Ancora cori contro i napoletani, ma soprattutto dei beceri “buu” razzisti contro chi ha un colore della pelle diverso. Il calcio italiano ormai diventa sempre più la copertina dell’onda razzista (e lo diciamo senza mezzi termini) che sta investendo il Bel Paese, dove l’imbecillità dilagante di chi si accampa il diritto di poter offendere gli altri (anche solo per scherzo) sembra stia raggiungendo dei livelli preoccupanti, anche a livello istituzionale.
La cosa ancor più grave è che si producono anche cattivi esempi, soprattutto per i giovani. Basta guardare, ad esempio, ai 25 baby calciatori juventini recentemente squalificati per aver intonato, dopo una partita vinta, dei cori contro i napoletani. Una situazione inaccettabile, che non trova soluzioni se non a parole, e che ieri sera ha coinvolto anche Milano: considerata la prima città d’Italia per qualità della vita.
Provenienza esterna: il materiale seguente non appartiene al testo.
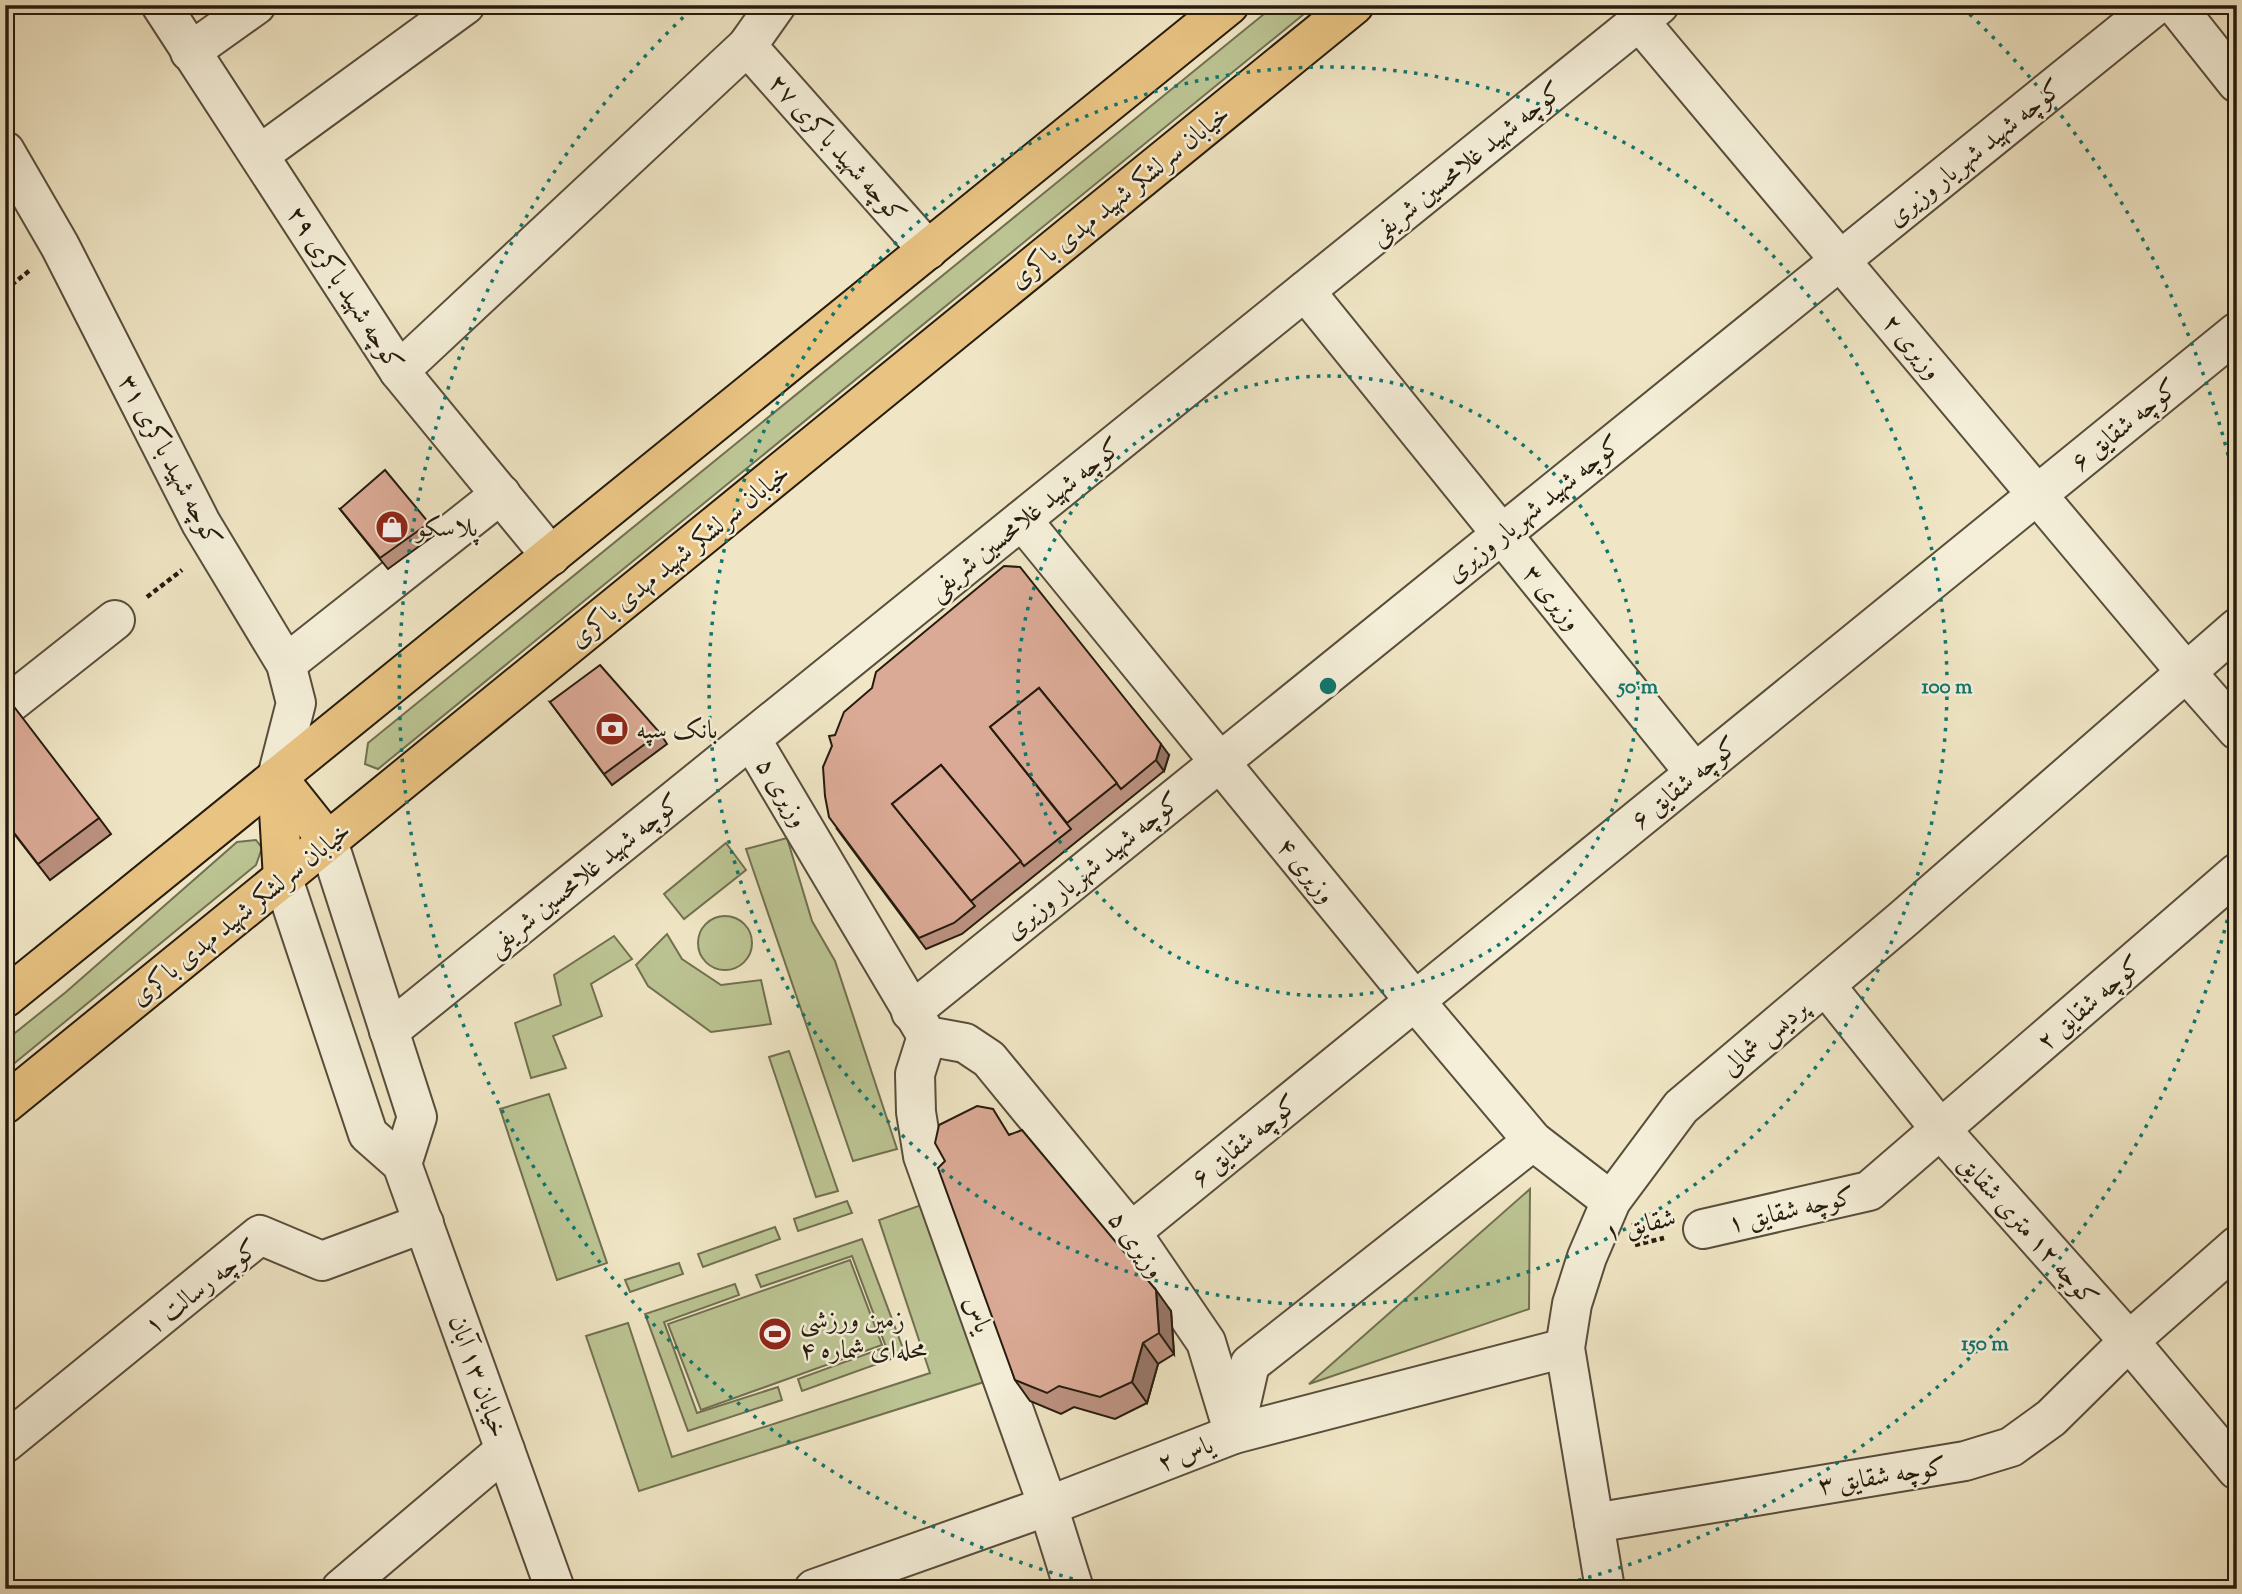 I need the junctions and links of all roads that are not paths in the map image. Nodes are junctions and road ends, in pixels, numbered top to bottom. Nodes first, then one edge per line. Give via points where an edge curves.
1 (161, 5) edge
2 (256, 5) edge
3 (465, 5) edge
4 (776, 5) edge
5 (1229, 5) edge
6 (1354, 5) edge
7 (2156, 5) edge
8 (2175, 5) edge
9 (1649, 13) edge
10 (747, 46) junction
11 (190, 52) junction
12 (2237, 83) edge
13 (5, 151) edge
14 (259, 155) junction
15 (928, 250) junction
16 (1840, 260) junction
17 (1305, 291) junction
18 (2237, 332) edge
19 (399, 371) junction
20 (501, 494) junction
21 (2037, 494) junction
22 (1022, 520) junction
23 (1502, 534) junction
24 (551, 556) junction
25 (115, 620) road end
26 (2237, 628) edge
27 (286, 664) junction
28 (2186, 672) junction
29 (5, 707) edge
30 (2237, 730) edge
31 (751, 739) junction
32 (1219, 762) junction
33 (1695, 773) junction
34 (277, 777) junction
35 (328, 841) junction
36 (2237, 873) edge
37 (283, 879) junction
38 (1826, 986) junction
39 (5, 998) edge
40 (1415, 1001) junction
41 (919, 1024) junction
42 (389, 1031) junction
43 (5, 1104) edge
44 (1941, 1130) junction
45 (1533, 1140) junction
46 (402, 1164) junction
47 (1611, 1201) junction
48 (424, 1223) junction
49 (1703, 1229) road end
50 (1131, 1232) junction
51 (2237, 1246) edge
52 (2129, 1341) junction
53 (1565, 1348) junction
54 (1234, 1434) junction
55 (5, 1443) edge
56 (505, 1450) junction
57 (2237, 1470) edge
58 (1048, 1506) junction
59 (1594, 1523) junction
60 (341, 1589) edge
61 (555, 1589) edge
62 (814, 1589) edge
63 (1074, 1589) edge
64 (1605, 1589) edge

1 - 11 street, کوچه شهید باکری ۲۹
2 - 11 street
3 - 14 street
4 - 10 street
5 - 15 main road
6 - 35 main road, خیابان سرلشکر شهید مهدی باکری
7 - 16 street, کوچه شهید شهریار وزیری
8 - 12 street
9 - 16 street, وزیری ۲
9 - 17 street, کوچه شهید غلامحسین شریفی
10 - 15 street, کوچه شهید باکری ۲۷
10 - 19 street
11 - 14 street, کوچه شهید باکری ۲۹
13 - 27 street, کوچه شهید باکری ۳۱ via 60,246 201,523
14 - 19 street, کوچه شهید باکری ۲۹
15 - 24 main road
16 - 21 street, وزیری ۲
16 - 23 street, کوچه شهید شهریار وزیری
17 - 22 street, کوچه شهید غلامحسین شریفی
17 - 23 street, وزیری ۳
18 - 21 street, کوچه شقایق ۶
19 - 20 street, کوچه شهید باکری ۲۹
20 - 24 street, کوچه شهید باکری ۲۹
20 - 27 street
21 - 28 street, وزیری ۲
21 - 33 street, کوچه شقایق ۶
22 - 31 street, کوچه شهید غلامحسین شریفی
22 - 32 street, وزیری ۴
23 - 32 street, کوچه شهید شهریار وزیری
23 - 33 street, وزیری ۳
24 - 34 main road
25 - 29 street
26 - 28 street, پردیس شمالی
27 - 34 street, کوچه شهید باکری ۳۱ via 296,703
28 - 30 street, وزیری ۲
28 - 38 street, پردیس شمالی
31 - 41 street, وزیری ۵
31 - 42 street, کوچه شهید غلامحسین شریفی
32 - 40 street, وزیری ۴
32 - 41 street, کوچه شهید شهریار وزیری
33 - 40 street, کوچه شقایق ۶
34 - 35 main road
34 - 37 main road
34 - 39 main road
35 - 37 main road, خیابان سرلشکر شهید مهدی باکری
35 - 42 street
36 - 44 street, کوچه شقایق ۲
37 - 43 main road, خیابان سرلشکر شهید مهدی باکری
37 - 46 street, خیابان ۱۳ آبان via 368,1134
38 - 44 street, کوچه ۱۲ متری شقایق
38 - 47 street, پردیس شمالی via 1681,1107
40 - 45 street, وزیری ۴
40 - 50 street, کوچه شقایق ۶
41 - 50 street, وزیری ۵ via 965,1043 989,1059
41 - 58 street, یاس via 916,1112 923,1156
42 - 46 street via 417,1117
44 - 49 street, کوچه شقایق ۱ via 1869,1191
44 - 52 street, کوچه ۱۲ متری شقایق
45 - 47 street, وزیری ۴
45 - 54 street via 1250,1364
46 - 48 street, خیابان ۱۳ آبان
47 - 53 street, پردیس شمالی via 1572,1304
48 - 55 street, کوچه رسالت ۱ via 322,1261 260,1235
48 - 56 street, خیابان ۱۳ آبان
50 - 54 street, وزیری ۵ via 1206,1342
51 - 52 street, کوچه شقایق ۳
52 - 57 street, کوچه ۱۲ متری شقایق
52 - 59 street, کوچه شقایق ۳ via 2051,1418 2011,1447 1965,1461
53 - 54 street, یاس ۲
53 - 59 street, پردیس شمالی
54 - 58 street, یاس ۲
56 - 60 street
56 - 61 street, خیابان ۱۳ آبان
58 - 62 street, یاس ۲
58 - 63 street, یاس
59 - 64 street, پردیس شمالی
Infatti, la denuncia che nel post gara contro l’Inter ha fatto Ancelotti è grave e dà bene la misura di come non ci sia la voglia di cambiare. “C’è stato un ambiente un po’ particolare – ha detto il tecnico azzurro – Koulibaly era agitato e nervoso e questo non va bene per noi e non va bene per il calcio italiano. Le partite si possono interrompere, voglio sapere però quando si devono interrompere. Abbiamo chiesto tre volte alla Procura federale la sospensione per gli ululati contro Koulibaly. Ci sono stati gli annunci, ma non è bastato, hanno continuato. La prossima volta ci fermiamo noi, magari ci danno la sconfitta a tavolino“.
Il calcio dovrebbe essere aggregazione e invece, puntualmente, crea divisioni, sfociando anche nella violenza (non solo verbale): non è normale andare allo stadio, nel giorno di Santo Stefano, per il solo gusto di insultare gli altri per il colore della propria pelle; non è normale andare allo stadio e dar vita ad una rissa dalla quale si esce accoltellati; non è normale andare allo stadio ed invocare calamità naturali mentre a Catania la gente è impaurita per l’attività dell’Etna.
Bisogna anche dire, però, che dai fatti di San Siro in tanti hanno subito preso le distanze, come il sindaco della città meneghina Sala: “Quei buu a Koulibaly sono stati una vergogna. Un atto vergognoso nei confronti di un atleta serio come lui, che porta con fierezza il colore della sua pelle. Non mi piace, per mia natura, pensare a cosa devono fare gli altri per risolvere i problemi della società in cui viviamo. Preferisco sempre partire da cosa devo fare io. E in questo caso farò una cosa molto semplice. Continuerò ad andare a vedere l’Inter, ma ai primi buu farò un piccolo gesto, mi alzerò e me ne andrò. Nel frattempo chiedo scusa a Kalidou Koulibaly, a nome mio e della Milano sana che vuol testimoniare che si può sentirsi fratelli nonostante i tempi difficili in cui viviamo”
Tuttavia tutto ciò non è normale, non è da uomini. Lo ha detto, in maniera velata, lo stesso Koulibaly, espulso nel finale di gara per aver applaudito l’arbitro dopo che questo gli aveva mostrato un giallo. “Mi dispiace la sconfitta e soprattutto per aver lasciato i miei fratelli! Però sono orgoglioso del colore della mia pelle, di essere francese, di essere senegalese, napoletano: uomo“, ha tweettato il difensore.
La regola parla chiaro: l’arbitro non può essere applaudito in maniera ironica. Il comportamento del difensore azzurro, quindi, nonostante il nervosismo, non è giustificabile, ma neanche condannabile. Non possiamo pensare che un calciatore, sul quale già c’è la pressione di un match tirato come quello di ieri sera, possa dirsi “abituato” a questi cori (come alcuni professoroni da salotti tv hanno ieri dichiarato). E poi, una domanda sorge spontanea: lo stesso sig. Mazzoleni che lo ha buttato fuori, perché non è intervenuto con la stessa determinazione quando il pubblico del Meazza ha prodotto quei cori? Forse una risposta non ci sarà mai data, ma resta il fatto che anche una tale scelta non è normale, non è da uomini.